Metadata-Version: 2.4
Name: any-to-markdown
Version: 0.2.0
Summary: A light-weight package to convert virtually any file and youtube links to formatted markdown
Author-email: Sankalp Joshi <sankalpjoshi2005@gmail.com>
License: MIT
Keywords: markdown,rag,pdf,ocr,transcription,youtube
Requires-Python: >=3.10
Description-Content-Type: text/markdown
License-File: LICENSE
Requires-Dist: pandas>=2.2.0
Requires-Dist: tabulate>=0.10.0
Requires-Dist: python-docx>=1.1.0
Requires-Dist: python-pptx>=1.0.2
Requires-Dist: openpyxl>=3.1.0
Requires-Dist: xlrd>=2.0.1
Requires-Dist: nbformat>=5.10.4
Requires-Dist: typing-extensions>=4.12.0
Requires-Dist: typer>=0.12.0
Provides-Extra: pdf
Requires-Dist: pymupdf>=1.26.0; extra == "pdf"
Requires-Dist: pymupdf4llm>=0.0.17; extra == "pdf"
Requires-Dist: pymupdf-layout>=0.0.5; extra == "pdf"
Provides-Extra: ocr
Requires-Dist: pytesseract>=0.3.13; extra == "ocr"
Requires-Dist: pillow>=12.2.0; extra == "ocr"
Provides-Extra: audio
Requires-Dist: faster-whisper>=1.2.1; extra == "audio"
Provides-Extra: youtube
Requires-Dist: youtube-transcript-api>=1.2.4; extra == "youtube"
Requires-Dist: yt-dlp>=2026.6.9; extra == "youtube"
Provides-Extra: all
Requires-Dist: pymupdf>=1.26.0; extra == "all"
Requires-Dist: pymupdf4llm>=0.0.17; extra == "all"
Requires-Dist: pymupdf-layout>=0.0.5; extra == "all"
Requires-Dist: pytesseract>=0.3.13; extra == "all"
Requires-Dist: pillow>=12.2.0; extra == "all"
Requires-Dist: faster-whisper>=1.2.1; extra == "all"
Requires-Dist: youtube-transcript-api>=1.2.4; extra == "all"
Requires-Dist: yt-dlp>=2026.6.9; extra == "all"
Dynamic: license-file

# any-to-markdown

`any-to-markdown` is a lightweight Python package and CLI that converts a broad set of local files and YouTube links into Markdown.

It is designed for documentation pipelines, retrieval-augmented generation (RAG) workflows, and any scenario where you need to normalize diverse data sources into clean, structured text.

**Author:** Sankalp Joshi  
**License:** MIT

---

## Key Features

- **Broad File Support:** Converts PDF, DOCX, PPTX, XLSX, HTML, Jupyter Notebooks (.ipynb), Images (OCR), Audio/Video (Transcription), and many source code file types.
- **Command-Line Interface:** The `any-to-markdown` command converts files, directories, and YouTube URLs straight from your shell.
- **Structured Results:** Every input yields a `ConversionResult` with an explicit `success` / `error` / `skipped` status (typed as a `Literal` for mypy users), the Markdown content, the output path, and a machine-readable error.
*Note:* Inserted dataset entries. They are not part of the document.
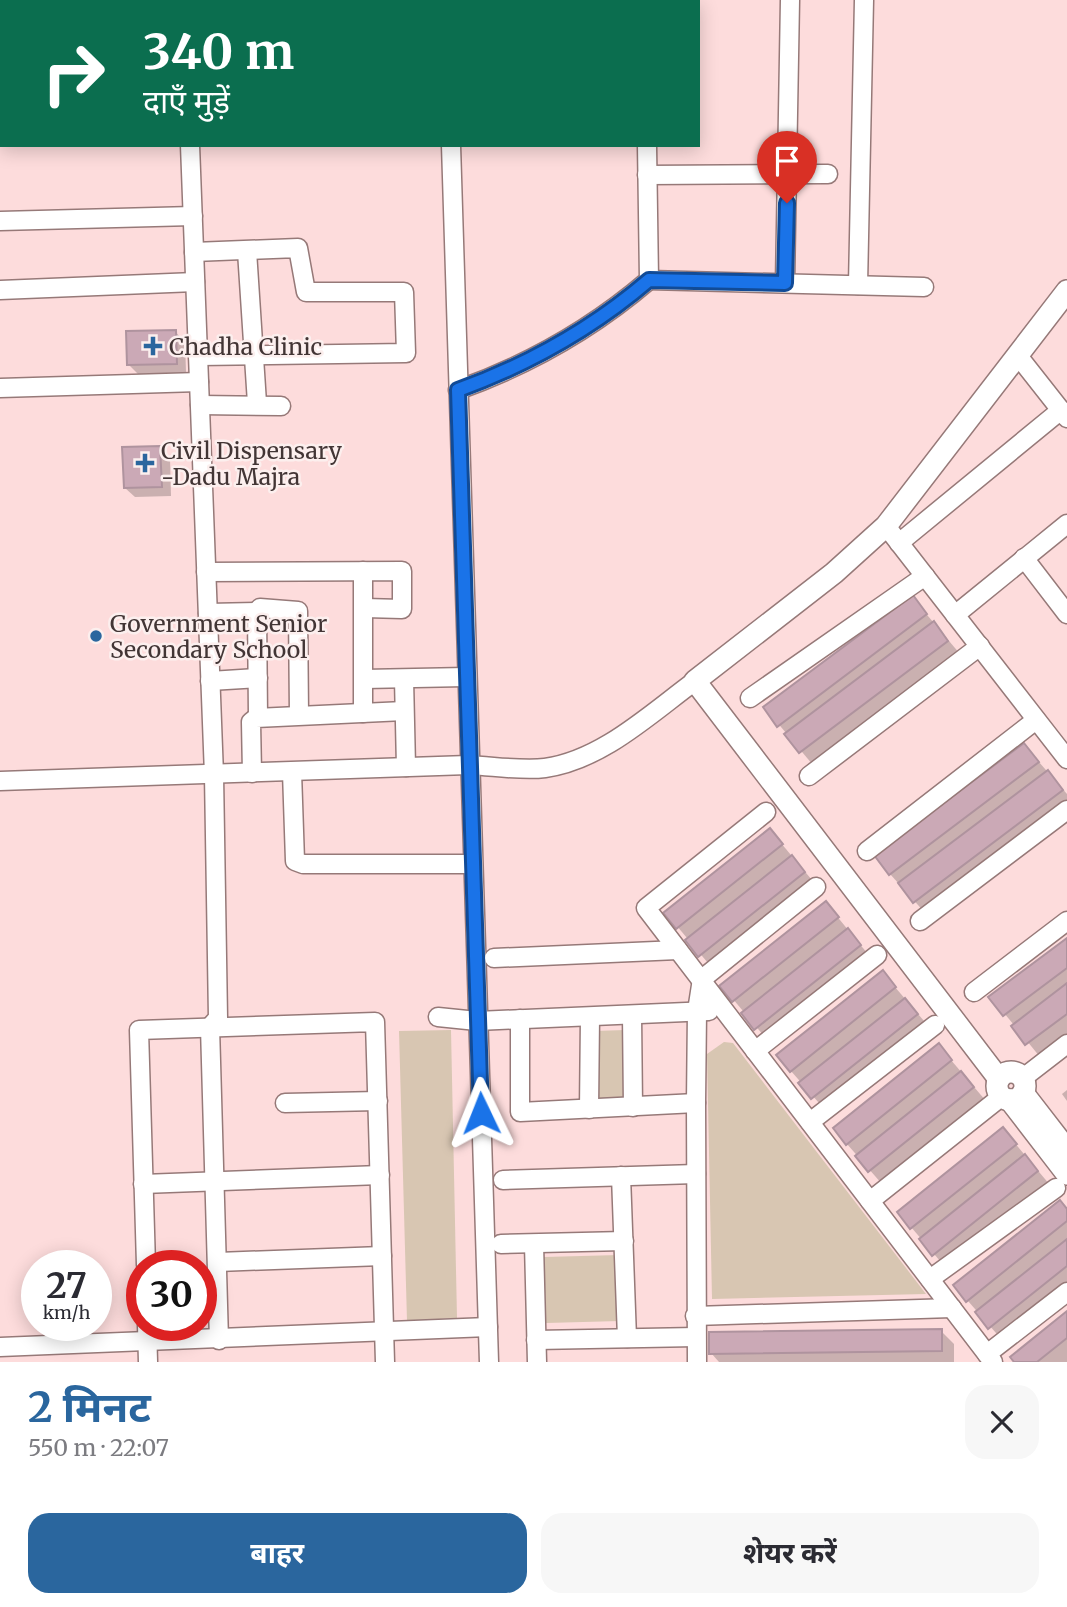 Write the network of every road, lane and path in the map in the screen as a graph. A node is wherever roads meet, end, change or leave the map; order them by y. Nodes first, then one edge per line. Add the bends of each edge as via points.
1 (790, 0) edge
2 (863, 0) edge
3 (190, 147) edge
4 (451, 147) edge
5 (647, 147) edge
6 (828, 174) dead end
7 (647, 175) junction
8 (787, 177) junction
9 (193, 216) junction
10 (0, 221) edge
11 (247, 251) junction
12 (194, 252) junction
13 (649, 280) junction
14 (195, 282) junction
15 (785, 283) junction
16 (858, 285) junction
17 (924, 286) dead end
18 (0, 290) edge
19 (1067, 291) edge
20 (254, 355) junction
21 (198, 356) junction
22 (1019, 356) junction
23 (199, 382) junction
24 (0, 388) edge
25 (458, 390) junction
26 (257, 403) junction
27 (200, 405) junction
28 (281, 406) dead end
29 (1064, 414) edge
30 (1067, 524) edge
31 (893, 534) junction
32 (1024, 558) junction
33 (363, 571) junction
34 (206, 572) junction
35 (925, 576) junction
36 (365, 608) junction
37 (257, 612) junction
38 (208, 613) junction
39 (1067, 614) edge
40 (955, 615) junction
41 (979, 646) junction
42 (466, 677) junction
43 (258, 678) junction
44 (364, 679) junction
45 (404, 679) junction
46 (210, 681) junction
47 (695, 681) junction
48 (750, 698) dead end
49 (404, 711) junction
50 (363, 713) junction
51 (299, 715) junction
52 (258, 717) junction
53 (1036, 720) junction
54 (1067, 759) edge
55 (468, 765) junction
56 (406, 767) junction
57 (292, 772) junction
58 (252, 773) junction
59 (214, 775) junction
60 (809, 776) dead end
61 (0, 781) edge
62 (1067, 810) edge
63 (766, 812) dead end
64 (867, 851) dead end
65 (472, 864) junction
66 (816, 887) dead end
67 (920, 921) dead end
68 (1067, 921) edge
69 (678, 950) junction
70 (877, 955) dead end
71 (494, 958) dead end
72 (702, 979) junction
73 (974, 992) dead end
74 (697, 1011) junction
75 (723, 1011) junction
76 (632, 1015) junction
77 (438, 1017) dead end
78 (590, 1017) junction
79 (520, 1019) junction
80 (477, 1021) junction
81 (935, 1025) dead end
82 (210, 1027) junction
83 (1067, 1044) edge
84 (755, 1051) junction
85 (1011, 1089) junction
86 (377, 1101) junction
87 (285, 1103) dead end
88 (696, 1103) junction
89 (633, 1107) junction
90 (589, 1109) junction
91 (810, 1122) junction
92 (1067, 1150) edge
93 (696, 1174) junction
94 (380, 1175) junction
95 (621, 1176) junction
96 (503, 1180) dead end
97 (1061, 1181) edge
98 (215, 1182) junction
99 (143, 1184) junction
100 (870, 1201) junction
101 (624, 1241) junction
102 (501, 1244) dead end
103 (534, 1244) junction
104 (145, 1250) edge
105 (382, 1256) junction
106 (218, 1262) junction
107 (930, 1279) junction
108 (1067, 1292) edge
109 (952, 1308) junction
110 (695, 1316) junction
111 (488, 1327) junction
112 (385, 1333) junction
113 (696, 1337) junction
114 (627, 1338) junction
115 (126, 1339) edge
116 (219, 1340) joint
117 (536, 1340) junction
118 (148, 1341) edge
119 (0, 1348) edge
120 (51, 1354) edge
121 (990, 1358) edge
122 (148, 1362) edge
123 (385, 1362) edge
124 (489, 1362) edge
125 (537, 1362) edge
126 (696, 1362) edge

1 - 8 street
2 - 16 street
3 - 9 street
4 - 25 street
5 - 7 street
6 - 8 street
7 - 8 street
7 - 13 street
8 - 15 street
9 - 10 street
9 - 12 street
11 - 12 street
11 - 20 street
11 - 20 street via 298,248 306,292 404,292 406,352
12 - 14 street
13 - 15 street
13 - 25 street via 555,347
14 - 18 street
14 - 21 street
15 - 16 street
16 - 17 street
19 - 22 street
20 - 21 street
20 - 26 street
21 - 23 street
22 - 29 street
22 - 31 street
23 - 24 street
23 - 27 street
25 - 42 street
26 - 27 street
26 - 28 street
27 - 34 street
29 - 31 street
30 - 32 street
31 - 35 street
31 - 47 street via 834,573
32 - 39 street
32 - 40 street
33 - 34 street
33 - 36 street
33 - 36 street via 402,571 402,609
34 - 38 street
35 - 40 street
35 - 48 street
36 - 44 street
37 - 38 street
37 - 43 street
37 - 51 street via 260,608 298,611
38 - 46 street
40 - 41 street
41 - 53 street
41 - 60 street
42 - 45 street
42 - 55 street
43 - 46 street
43 - 52 street
44 - 45 street
44 - 50 street
45 - 49 street
46 - 59 street
47 - 55 street via 613,741 573,761 544,768
47 - 85 street
49 - 50 street
49 - 56 street
50 - 51 street
51 - 52 street
52 - 58 street via 251,722
53 - 54 street
53 - 64 street
55 - 56 street
55 - 65 street
56 - 57 street
57 - 58 street
57 - 65 street via 295,861
58 - 59 street
59 - 61 street
59 - 82 street via 218,1018
62 - 67 street
63 - 69 street via 646,908
65 - 80 street
66 - 72 street
68 - 73 street
69 - 71 street
69 - 72 street
70 - 84 street
72 - 74 street
72 - 75 street
74 - 75 street
74 - 76 street
74 - 88 street
75 - 84 street
76 - 78 street
76 - 89 street
77 - 80 street
78 - 79 street
78 - 90 street
79 - 80 street
79 - 90 street via 520,1112
80 - 111 street
81 - 91 street
82 - 86 street via 375,1022
82 - 98 street
82 - 99 street via 139,1030
83 - 85 street
84 - 91 street
85 - 92 street
85 - 97 street
85 - 100 street
86 - 87 street
86 - 94 street
88 - 89 street
88 - 93 street
89 - 90 street
91 - 100 street
93 - 95 street
93 - 110 street
94 - 98 street
94 - 105 street
95 - 96 street
95 - 101 street
97 - 107 street
98 - 99 street
98 - 106 street
99 - 104 street
100 - 107 street
101 - 103 street
101 - 114 street
102 - 103 street
103 - 117 street
105 - 106 street
105 - 112 street
106 - 116 street
107 - 109 street
108 - 121 street
109 - 110 street
109 - 121 street
110 - 113 street
111 - 112 street
111 - 124 street
112 - 116 street
112 - 123 street
113 - 114 street
113 - 126 street
114 - 117 street
115 - 120 street
117 - 125 street
118 - 122 street
119 - 120 street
No more parsing error prose out of markdown.
- **Batch Resilience:** One failed input never aborts the batch. Failures emit warnings naming the offending file, with a batch summary and a suggested alternative function.
- **Opt-in Heavy Dependencies:** PDF, OCR, audio transcription, and YouTube support are pip extras; the core install stays small.
- **Real HTML Conversion:** `.html`/`.htm` files are converted into structured Markdown (headings, lists, links, tables, code blocks), not just fenced as code. Scripts and styles are stripped.
- **Optional PDF Layout Mode:** Layout analysis via `pymupdf4llm` heuristics (table detection and structure-aware Markdown). The default PDF engine uses PyMuPDF with font-size and bold-flag heuristics, plus an OCR fallback for image-heavy pages.
- **YouTube Integration:** Fetches transcripts directly via the YouTube transcript API, or transcribes locally with Whisper via `handle_yt_local` (audio-only download, no FFmpeg required).
- **Configurable Whisper:** Pick the transcription model size per call (`whisper_model="medium"`) or globally via the `ANY_TO_MARKDOWN_WHISPER_MODEL` environment variable.
- **Honest Concurrency:** Small files run in parallel, files over 200MB run sequentially, and Whisper transcription jobs are limited to one at a time by default.
- **Secure & Private:** Sanitizes error messages to prevent leaking system paths and sensitive information; URLs in error messages are preserved for context.
- **No Overwrites:** Collision-resistant, race-free output naming.
- **Typed:** Ships a `py.typed` marker, so mypy and pyright consume the package's annotations.

## Supported Formats

This list matches the code's `ALLOWED_EXTENSIONS` exactly (derived directly from the handler registry):

- **Documents:** `.pdf`, `.docx`, `.pptx`, `.txt`, `.md`
- **Web Pages:** `.html`, `.htm` (converted to structured Markdown)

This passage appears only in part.